The example of using ALBERT-xlarge for C3:

python3 run_c3.py --pretrained_model_path models/google_zh_albert_xlarge_model.bin --vocab_path models/google_zh_vocab.txt \
                  --config_path models/albert_xlarge_config.json \
                  --train_path datasets/c3/train.json --dev_path datasets/c3/dev.json \
                  --epochs_num 8 --batch_size 8 --seq_length 512 --max_choices_num 4 \
                  --factorized_embedding_parameterization --parameter_sharing --encoder bert

The example of doing inference for ALBERT-large:

python3  inference/run_c3_infer.py --load_model_path models/multichoice_model.bin --vocab_path models/google_zh_vocab.txt \
                                   --config_path models/albert_xlarge_config.json \
                                   --test_path datasets/c3/test.json \
                                   --prediction_path datasets/c3/prediction.json --max_choices_num 4 \
                                   --factorized_embedding_parameterization --parameter_sharing --encoder bert

Tokenization and Vocabulary

UER-py supports multiple tokenization strategies. The most commonly used strategy is BertTokenizer (which is also the default strategy). There are two ways to use BertTokenizer: the first is to specify the vocabulary path through --vocab_path and then use BERT's original tokenization strategy to segment sentences according to the vocabulary; the second is to specify the sentencepiece model path by --spm_model_path . We import sentencepiece, load the sentencepiece model, and segment the sentence. If user specifies --spm_model_path, sentencepiece is used for tokenization. Otherwise, user must specify --vocab_path and BERT's original tokenization strategy is used for tokenization.
In addition, the project also provides CharTokenizer and SpaceTokenizer. CharTokenizer tokenizes the text by character. If the text is all Chinese character, CharTokenizer and BertTokenizer are equivalent. CharTokenizer is simple and is faster than BertTokenizer. SpaceTokenizer separates the text by space. One can preprocess the text in advance (such as word segmentation), separate the text by space, and then use SpaceTokenizer. If user specifies --spm_model_path, sentencepiece is used for tokenization. Otherwise, user must specify --vocab_path and BERT's original tokenization strategy is used for tokenization. For CharTokenizer and SpaceTokenizer, if user specifies --spm_model_path, then the vocabulary in sentencepiece model is used. Otherwise, user must specify the vocabulary through --vocab_path.

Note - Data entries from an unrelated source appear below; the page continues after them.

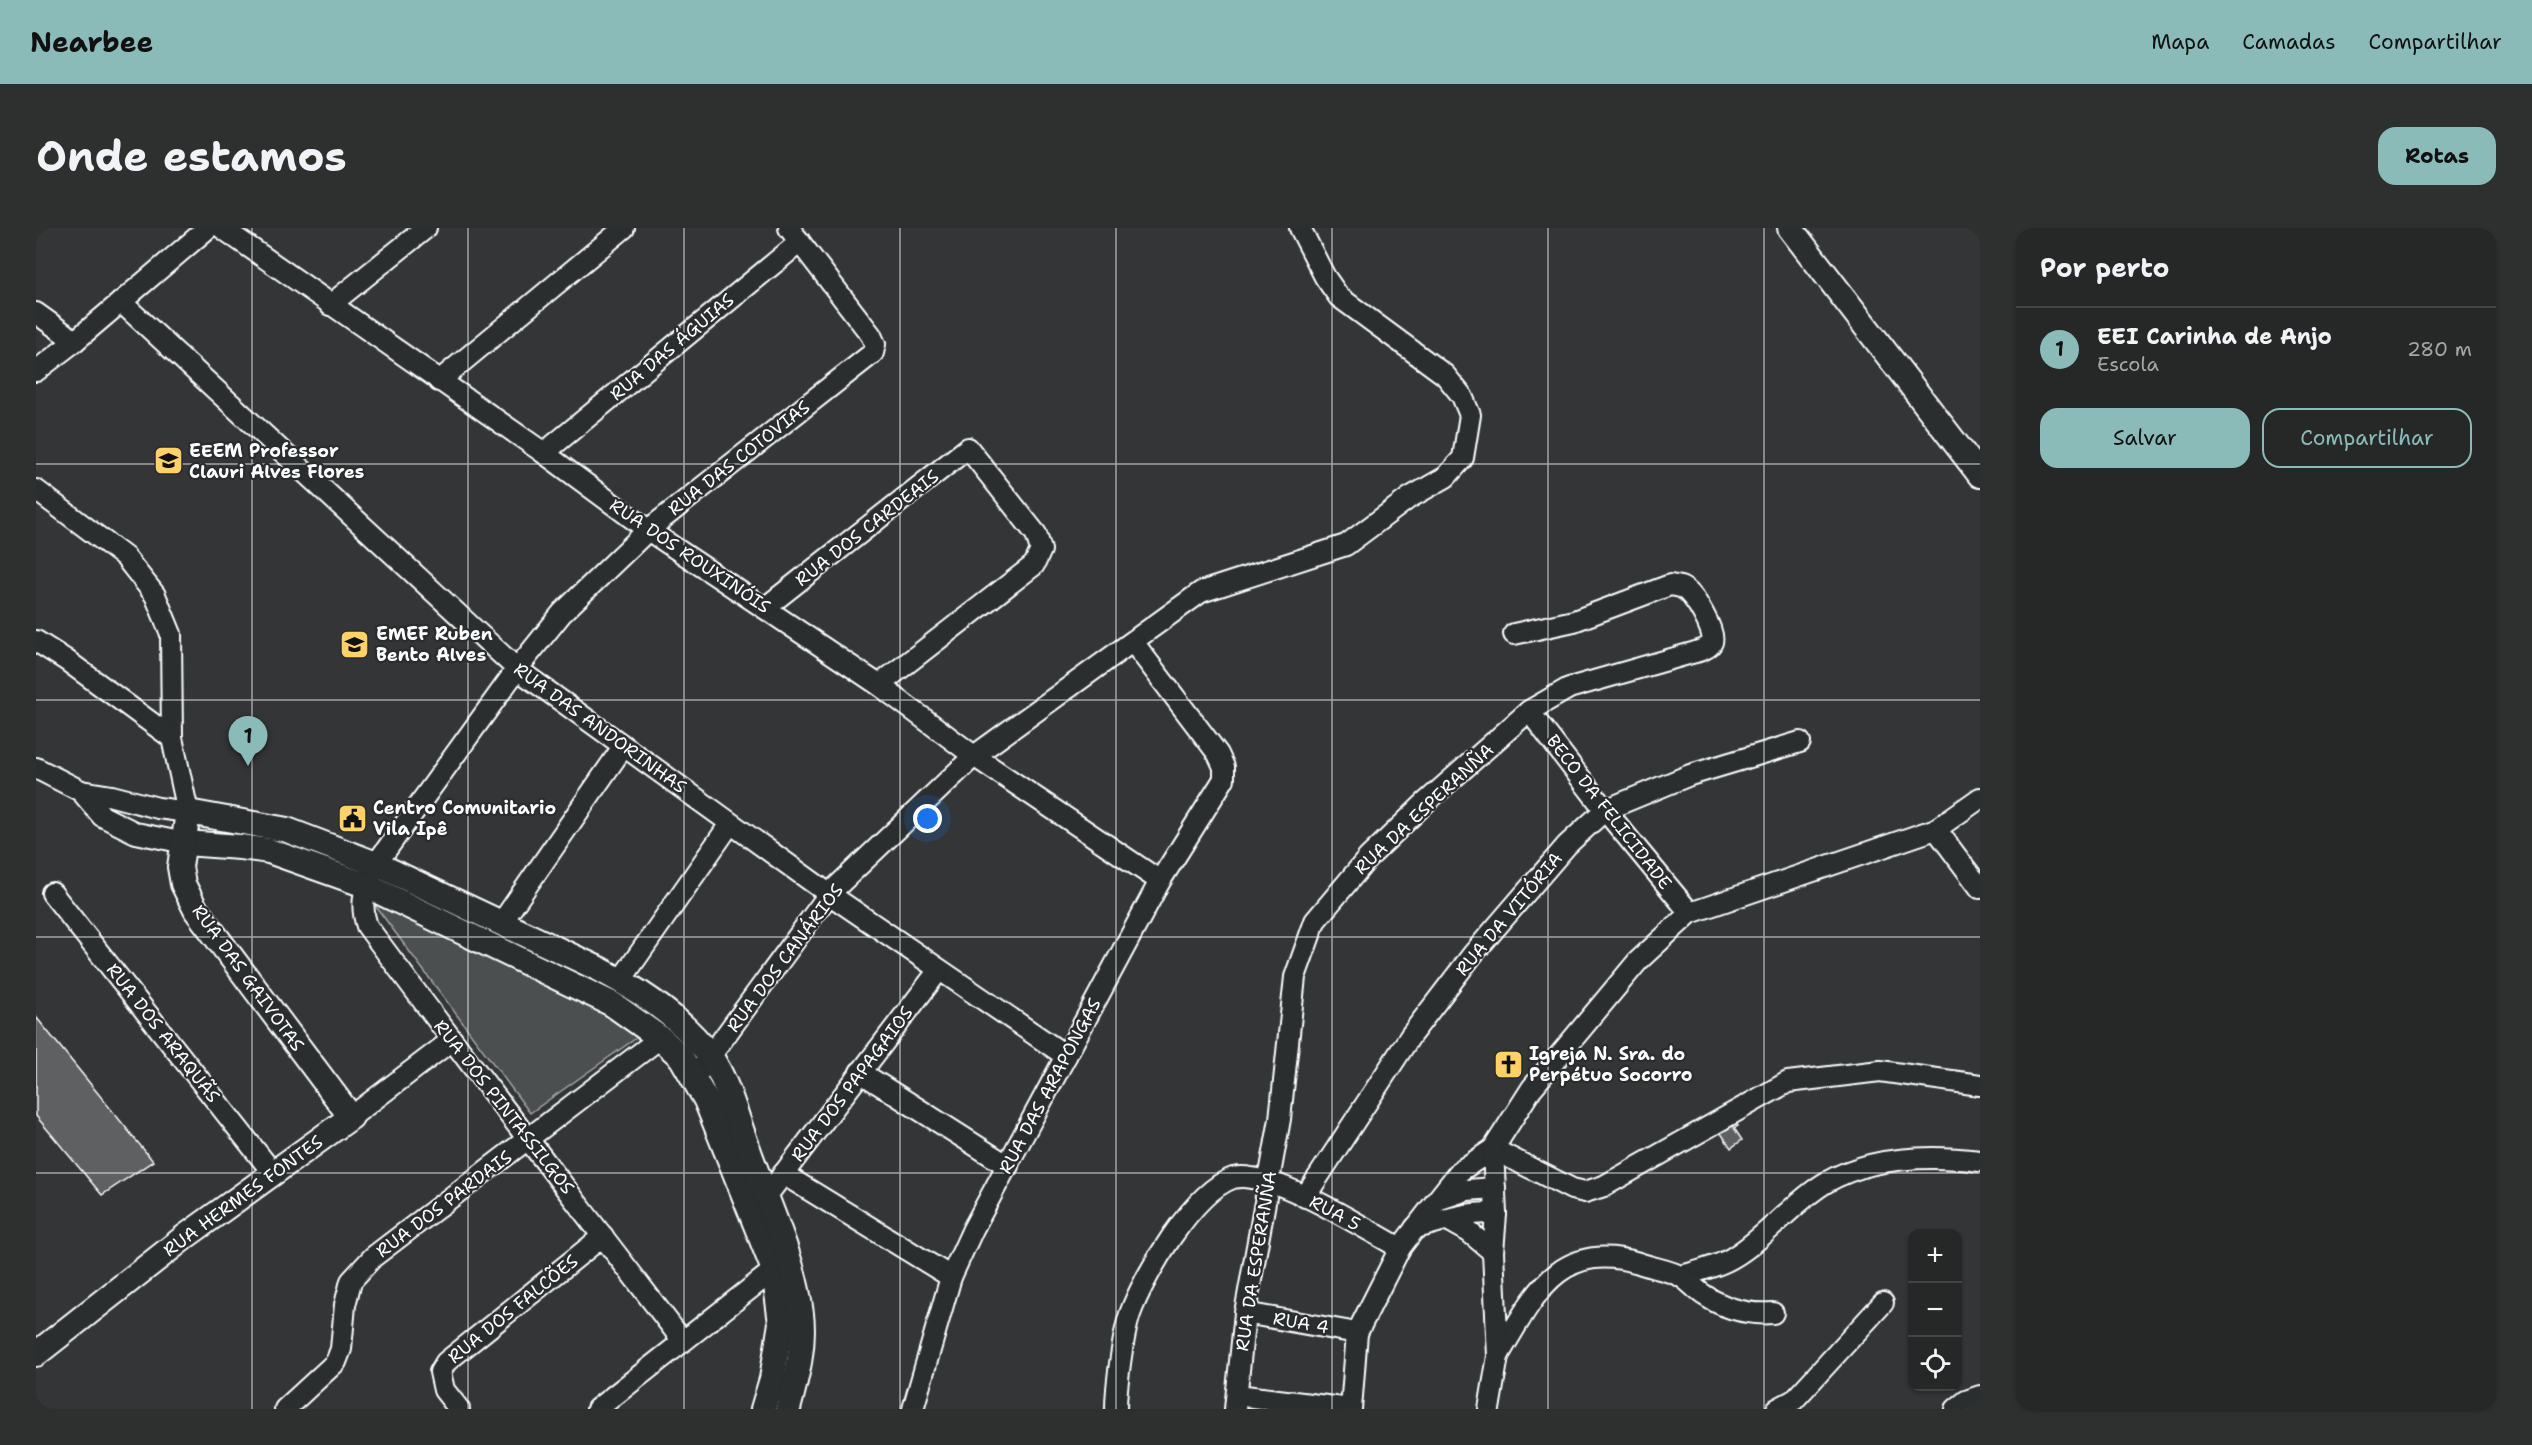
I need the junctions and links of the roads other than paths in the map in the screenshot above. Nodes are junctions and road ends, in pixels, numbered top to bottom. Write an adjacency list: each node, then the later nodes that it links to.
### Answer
1 (208, 228): 8 (street)
2 (222, 228): 9 (street, RUA DOS ROUXINÓIS)
3 (426, 228): 9 (street)
4 (624, 228): 13 (street)
5 (1300, 228): 21 (street)
6 (1790, 228): 15 (street)
7 (795, 235): 14 (street, RUA DAS ÁGUIAS); 17 (street, RUA DAS COTOVIAS)
8 (121, 302): 11 (street); 22 (street, RUA DAS ANDORINHAS)
9 (330, 306): 13 (street, RUA DOS ROUXINÓIS)
10 (36, 313): 11 (street)
11 (75, 342): 12 (street)
12 (36, 370)
13 (439, 381): 14 (street, RUA DOS ROUXINÓIS)
14 (544, 453): 17 (street, RUA DOS ROUXINÓIS)
15 (1980, 475)
16 (36, 490): 25 (street, RUA DAS GAIVOTAS)
17 (648, 530): 18 (street, RUA DOS ROUXINÓIS); 22 (street, RUA DAS COTOVIAS)
18 (766, 607): 23 (street, RUA DOS ROUXINÓIS); 23 (street, RUA DOS CARDEAIS)
19 (1515, 634): 24 (street, RUA DA ESPERANÑA)
20 (36, 641): 25 (street)
21 (1133, 642): 28 (street, RUA DOS CANÁRIOS); 38 (street, RUA DAS ARAPONGAS)
22 (518, 669): 27 (street, RUA DAS ANDORINHAS); 37 (street, RUA DAS COTOVIAS)
23 (879, 685): 28 (street, RUA DOS ROUXINÓIS)
24 (1529, 711): 32 (street, BECO DA FELICIDADE); 60 (street, RUA DA ESPERANÑA)
25 (172, 738): 33 (street, RUA DAS GAIVOTAS)
26 (1800, 742): 32 (street, RUA DA VITÓRIA)
27 (623, 747): 34 (street, RUA DAS ANDORINHAS); 43 (street)
28 (974, 756): 38 (street, RUA DOS ROUXINÓIS); 41 (street, RUA DOS CANÁRIOS)
29 (36, 768): 30 (street)
30 (81, 791): 33 (street); 36 (street)
31 (1980, 798): 35 (street)
32 (1605, 810): 42 (street, BECO DA FELICIDADE); 62 (street, RUA DA VITÓRIA)
33 (188, 812): 36 (street, RUA DAS GAIVOTAS); 37 (street)
34 (730, 824): 41 (street, RUA DAS ANDORINHAS); 45 (street)
35 (1936, 830): 39 (street); 42 (street)
36 (185, 843): 37 (street); 53 (street, RUA DAS GAIVOTAS)
37 (371, 874): 43 (street); 46 (street); 47 (street, RUA DOS PINTASSILGOS)
38 (1160, 881): 48 (street, RUA DAS ARAPONGAS)
39 (1980, 888)
40 (52, 893): 58 (street, RUA DOS ARAQUÃS)
41 (829, 894): 44 (street, RUA DAS ANDORINHAS); 49 (street, RUA DOS CANÁRIOS)
42 (1689, 913): 55 (street)
43 (502, 922): 45 (street)
44 (939, 970): 48 (street, RUA DAS ANDORINHAS); 50 (street, RUA DOS PAPAGAIOS)
45 (621, 980): 49 (street)
46 (660, 1038): 51 (street); 54 (street, RUA DOS PARDAIS)
47 (452, 1040): 53 (street, RUA HERMES FONTES); 54 (street, RUA DOS PINTASSILGOS)
48 (1066, 1056): 57 (street, RUA DAS ARAPONGAS)
49 (711, 1057): 51 (street, RUA DOS CANÁRIOS); 63 (street)
50 (860, 1072): 57 (street); 59 (street, RUA DOS PAPAGAIOS)
51 (695, 1077): 71 (street)
52 (1980, 1085): 55 (street)
53 (351, 1117): 58 (street, RUA HERMES FONTES)
54 (530, 1139): 68 (street, RUA DOS PINTASSILGOS); 83 (street, RUA DOS PARDAIS)
55 (1493, 1149): 61 (street); 64 (street)
56 (1980, 1161): 72 (street)
57 (1008, 1166): 73 (street, RUA DAS ARAPONGAS)
58 (273, 1173): 79 (street, RUA HERMES FONTES)
59 (783, 1173): 63 (street, RUA DOS PAPAGAIOS); 73 (street)
60 (1268, 1182): 62 (street, RUA 5); 75 (street, RUA DA ESPERANÑA); 89 (street)
61 (1495, 1188): 64 (street); 65 (street)
62 (1305, 1197): 69 (street, RUA 5)
63 (765, 1198): 87 (street)
64 (1437, 1200): 67 (street)
65 (1496, 1214): 66 (street); 70 (street)
66 (1448, 1220): 67 (street); 70 (street)
67 (1415, 1228): 69 (street)
68 (603, 1236): 78 (street, RUA DOS PINTASSILGOS); 84 (street, RUA DOS FALCÕES)
69 (1400, 1248): 77 (street)
70 (1493, 1252): 80 (street)
71 (774, 1270): 78 (street); 86 (street)
72 (1681, 1276): 76 (street); 80 (street)
73 (951, 1278): 88 (street, RUA DAS ARAPONGAS)
74 (1883, 1303): 92 (street)
75 (1245, 1312): 77 (street, RUA 4); 82 (street, RUA DA ESPERANÑA)
76 (1773, 1313)
77 (1357, 1333): 90 (street)
78 (682, 1340): 85 (street)
79 (36, 1354)
80 (1498, 1356): 91 (street)
81 (1980, 1396): 93 (street)
82 (1236, 1402): 90 (street)
83 (285, 1409)
84 (459, 1409)
85 (597, 1409)
86 (764, 1409)
87 (788, 1409)
88 (913, 1409)
89 (1116, 1409)
90 (1351, 1409)
91 (1489, 1409)
92 (1777, 1409)
93 (1956, 1409)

The pre-processing, pre-training, and fine-tuning stages all need vocabulary, which is provided through --vocab_path or --smp_model_path. If you use your own vocabulary, you need to ensure the following: 1) The ID of the padding character is 0; 2) The starting character, separator character, and mask character are "[CLS]", "[SEP]", "[MASK]"; 3) If --vocab_path is specified, the unknown character is "[UNK]". If --spm_model_path is spcified, the unknown character is "<unk>" .


Scripts

UER-py provides abundant tool scripts for pre-training models. This section firstly summarizes tool scripts and their functions, and then provides using examples of some scripts.

Scripts overview

Script Function description
average_model.py Take the average of pre-trained models. A frequently-used ensemble strategy for deep learning models
build_vocab.py Build vocabulary (multi-processing supported)
check_model.py Check the model (single GPU or multiple GPUs)
cloze_test.py Randomly mask a word and predict it, top n words are returned
convert_bert_from_uer_to_google.py convert the BERT of UER format to Google format (TF)
convert_bert_from_uer_to_huggingface.py convert the BERT of UER format to Huggingface format (PyTorch)
convert_bert_from_google_to_uer.py convert the BERT of Google format (TF) to UER format
convert_bert_from_huggingface_to_uer.py convert the BERT of Huggingface format (PyTorch) to UER format
diff_vocab.py Compare two vocabularies
dynamic_vocab_adapter.py Change the pre-trained model according to the vocabulary. It can save memory in fine-tuning stage since task-specific vocabulary is much smaller than general-domain vocabulary
extract_embedding.py extract the embedding of the pre-trained model
extract_feature.py extract the hidden states of the last of the pre-trained model
topn_words_indep.py Finding nearest neighbours with context-independent word embedding
topn_words_dep.py Finding nearest neighbours with context-dependent word embedding

Cloze test

cloze_test.py predicts masked words. Top n words are returned.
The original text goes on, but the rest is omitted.